HP has announced a spring product rollout that includes 14 notebooks powered by AMD. The PCs span all user categories from enterprise to consumer.
Although Intel does have a presence, AMD is the star of the show. This is “the largest single introduction of HP and AMD notebooks on one day,” said Mike Hockey, spokesperson for HP business notebooks, HP personal systems group.
The new laptops use AMD’s Vision and Vision Pro technology. The Vision Pro technology features the AMD Phenom II, AMD Turion II, AMD Athlon and AMD V-Series chips.

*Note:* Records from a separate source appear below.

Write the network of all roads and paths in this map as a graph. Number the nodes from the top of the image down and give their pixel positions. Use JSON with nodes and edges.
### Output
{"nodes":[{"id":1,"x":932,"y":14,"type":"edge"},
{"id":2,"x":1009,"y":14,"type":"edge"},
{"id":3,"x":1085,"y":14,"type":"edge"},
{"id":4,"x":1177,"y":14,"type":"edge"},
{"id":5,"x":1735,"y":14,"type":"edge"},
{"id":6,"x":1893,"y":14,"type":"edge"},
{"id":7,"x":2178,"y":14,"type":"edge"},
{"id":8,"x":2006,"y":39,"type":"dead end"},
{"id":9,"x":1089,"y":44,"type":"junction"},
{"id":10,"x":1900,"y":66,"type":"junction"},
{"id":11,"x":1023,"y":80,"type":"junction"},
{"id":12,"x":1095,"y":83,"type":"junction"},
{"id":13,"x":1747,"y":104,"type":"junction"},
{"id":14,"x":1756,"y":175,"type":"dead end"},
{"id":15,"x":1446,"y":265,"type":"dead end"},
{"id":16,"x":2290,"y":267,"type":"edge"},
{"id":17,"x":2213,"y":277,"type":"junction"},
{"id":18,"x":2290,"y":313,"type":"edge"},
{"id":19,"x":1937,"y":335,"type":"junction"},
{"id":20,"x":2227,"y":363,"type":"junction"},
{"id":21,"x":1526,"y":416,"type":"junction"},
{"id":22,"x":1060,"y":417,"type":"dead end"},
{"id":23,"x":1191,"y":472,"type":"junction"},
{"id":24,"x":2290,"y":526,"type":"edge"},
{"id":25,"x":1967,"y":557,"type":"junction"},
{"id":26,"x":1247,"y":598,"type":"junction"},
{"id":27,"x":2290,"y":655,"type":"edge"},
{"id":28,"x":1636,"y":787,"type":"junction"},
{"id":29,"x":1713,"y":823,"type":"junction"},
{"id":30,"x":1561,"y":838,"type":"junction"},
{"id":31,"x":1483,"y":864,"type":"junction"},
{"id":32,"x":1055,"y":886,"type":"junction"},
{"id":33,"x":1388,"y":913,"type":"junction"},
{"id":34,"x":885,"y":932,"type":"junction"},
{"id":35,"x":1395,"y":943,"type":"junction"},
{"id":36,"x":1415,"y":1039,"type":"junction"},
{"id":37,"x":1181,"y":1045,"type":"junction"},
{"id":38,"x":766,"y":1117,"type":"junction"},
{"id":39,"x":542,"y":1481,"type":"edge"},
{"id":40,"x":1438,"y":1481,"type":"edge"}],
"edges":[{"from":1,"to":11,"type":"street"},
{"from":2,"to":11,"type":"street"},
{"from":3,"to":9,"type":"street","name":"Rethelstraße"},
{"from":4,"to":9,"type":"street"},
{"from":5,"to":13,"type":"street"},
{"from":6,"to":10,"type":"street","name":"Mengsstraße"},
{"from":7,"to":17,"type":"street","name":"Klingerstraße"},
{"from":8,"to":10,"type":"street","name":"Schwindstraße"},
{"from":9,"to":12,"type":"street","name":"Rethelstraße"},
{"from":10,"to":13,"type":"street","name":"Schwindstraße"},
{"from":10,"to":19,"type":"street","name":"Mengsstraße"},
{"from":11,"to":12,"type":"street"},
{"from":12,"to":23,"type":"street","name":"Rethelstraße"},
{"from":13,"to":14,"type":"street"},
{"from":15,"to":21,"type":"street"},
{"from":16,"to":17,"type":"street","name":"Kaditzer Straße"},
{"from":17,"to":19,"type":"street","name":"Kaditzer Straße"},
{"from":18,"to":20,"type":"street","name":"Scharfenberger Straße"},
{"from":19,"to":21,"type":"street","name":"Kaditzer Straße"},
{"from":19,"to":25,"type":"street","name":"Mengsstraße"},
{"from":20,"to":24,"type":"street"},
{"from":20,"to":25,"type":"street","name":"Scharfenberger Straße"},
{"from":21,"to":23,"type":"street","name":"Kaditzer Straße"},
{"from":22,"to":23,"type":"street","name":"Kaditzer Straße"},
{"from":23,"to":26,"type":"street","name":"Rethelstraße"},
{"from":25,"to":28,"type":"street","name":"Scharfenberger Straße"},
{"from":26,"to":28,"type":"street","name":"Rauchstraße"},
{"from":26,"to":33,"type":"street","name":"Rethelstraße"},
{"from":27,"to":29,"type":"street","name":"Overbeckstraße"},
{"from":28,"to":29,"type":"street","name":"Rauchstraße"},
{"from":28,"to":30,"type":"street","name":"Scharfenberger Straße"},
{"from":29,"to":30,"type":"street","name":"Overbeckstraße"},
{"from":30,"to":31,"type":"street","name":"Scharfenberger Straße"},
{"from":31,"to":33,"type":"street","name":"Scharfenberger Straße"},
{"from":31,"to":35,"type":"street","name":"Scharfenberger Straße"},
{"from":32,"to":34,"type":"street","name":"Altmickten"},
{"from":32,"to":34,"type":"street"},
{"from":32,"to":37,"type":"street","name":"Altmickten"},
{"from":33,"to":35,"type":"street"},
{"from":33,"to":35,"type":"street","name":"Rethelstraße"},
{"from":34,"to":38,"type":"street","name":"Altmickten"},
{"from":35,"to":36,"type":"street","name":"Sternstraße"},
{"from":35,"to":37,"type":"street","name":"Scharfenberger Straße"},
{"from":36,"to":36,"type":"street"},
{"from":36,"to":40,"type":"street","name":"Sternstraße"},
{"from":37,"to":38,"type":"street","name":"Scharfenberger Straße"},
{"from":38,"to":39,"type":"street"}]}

The new laptops incorporating AMD Phenom II Dual-Core 620 processors are 69 percent faster than HP notebooks with previous-generation AMD GPUs, according to HP.
The displays on the Envy 14, which starts at US$999 and will be available June 27, are “75 percent brighter than any notebook in its class,” claimed Barry Ferris, product marketing manager with HP’s personal systems group.
The Envy 17 is due out May 26 with a starting price of $1,399.
The HP Mini 210 (starting at $354.99) and HP Mini 110 (starting at $279.99) arrive on June 15.
Despite the heavy reliance on AMD in the latest round of notebooks, Intel wasn’t absent. HP announced four new Pavilions (the dm4, dv5, dv6 and dv7) that offer a choice of Intel or AMD processors.
HP targeted audio improvements in the Pavilion line, noted Giovanni Sena, also a product marketing manager for HP’s personal systems group. The Pavilion units pair Altec Lansing speakers with Dolby advanced sound.
HP also updated its consumer line of Envy, Mini and Pavilion notebooks with an emphasis on its MUSE (materials, usability, sensory appeal and experiences) design. Customers can choose from 15 wallpaper backgrounds, including those by artists such as Julie West.
“We used MUSE as the rally cry to take that to a new direction,” said Stacy Wolff, director of notebook design, HP personal systems group.
Among the nine units unveiled for enterprise users are the ProBook 14-inch 6455b and 15.6-inch 6555b, which feature Intel’s vPro technology. vPro allows IT users to remotely diagnose notebooks when they’re powered off.
The ProBook 14-inch 6450b and 15.6-inch 6550b feature Intel Core i3, i5 and i7 CPUs. ProBook models also come with a choice of integrated Intel or discrete AMD graphics.
The HP 425 and 625 Notebook PCs are the budget offerings in the bunch. Wireless is optional on these machines.
Meanwhile, the ProBook 425 and 625 come with a drain system in the keyboard to protect against spills.
The heavy inclusion of AMD processors in the latest batch of products may be a result of past legal spats between AMD and Intel regarding Intel’s monopolistic practices, noted Frank Gillett, vice president and principal analyst for Forrester Research.
“There was a lawsuit by AMD and separate investigations by the government about what Intel may or may not have been doing to decrease competition for CPUs,” Gillett told TechNewsWorld. “Intel settled a lawsuit earlier this year and agreed to new standards of behaviors, and this is the first set of product announcements we’ve seen out of HP since then.”
This release of HP products is important due to its emphasis on discrete ATI Mobility Radeon graphics, Gillett said. Boosting the ability to handle and share video means “more effort and more cost,” but “clearly, they believe more customers are interested in that.”
“It’s also telling that their emphasis was on battery life — that the competition was less about the performance of the CPU and more about the battery life of the system,” Gillett said. The Mini 110 offers a battery life of 8 hours with an integrated six-cell battery, while the Pavilion dm3 yields a battery life of 7 hours.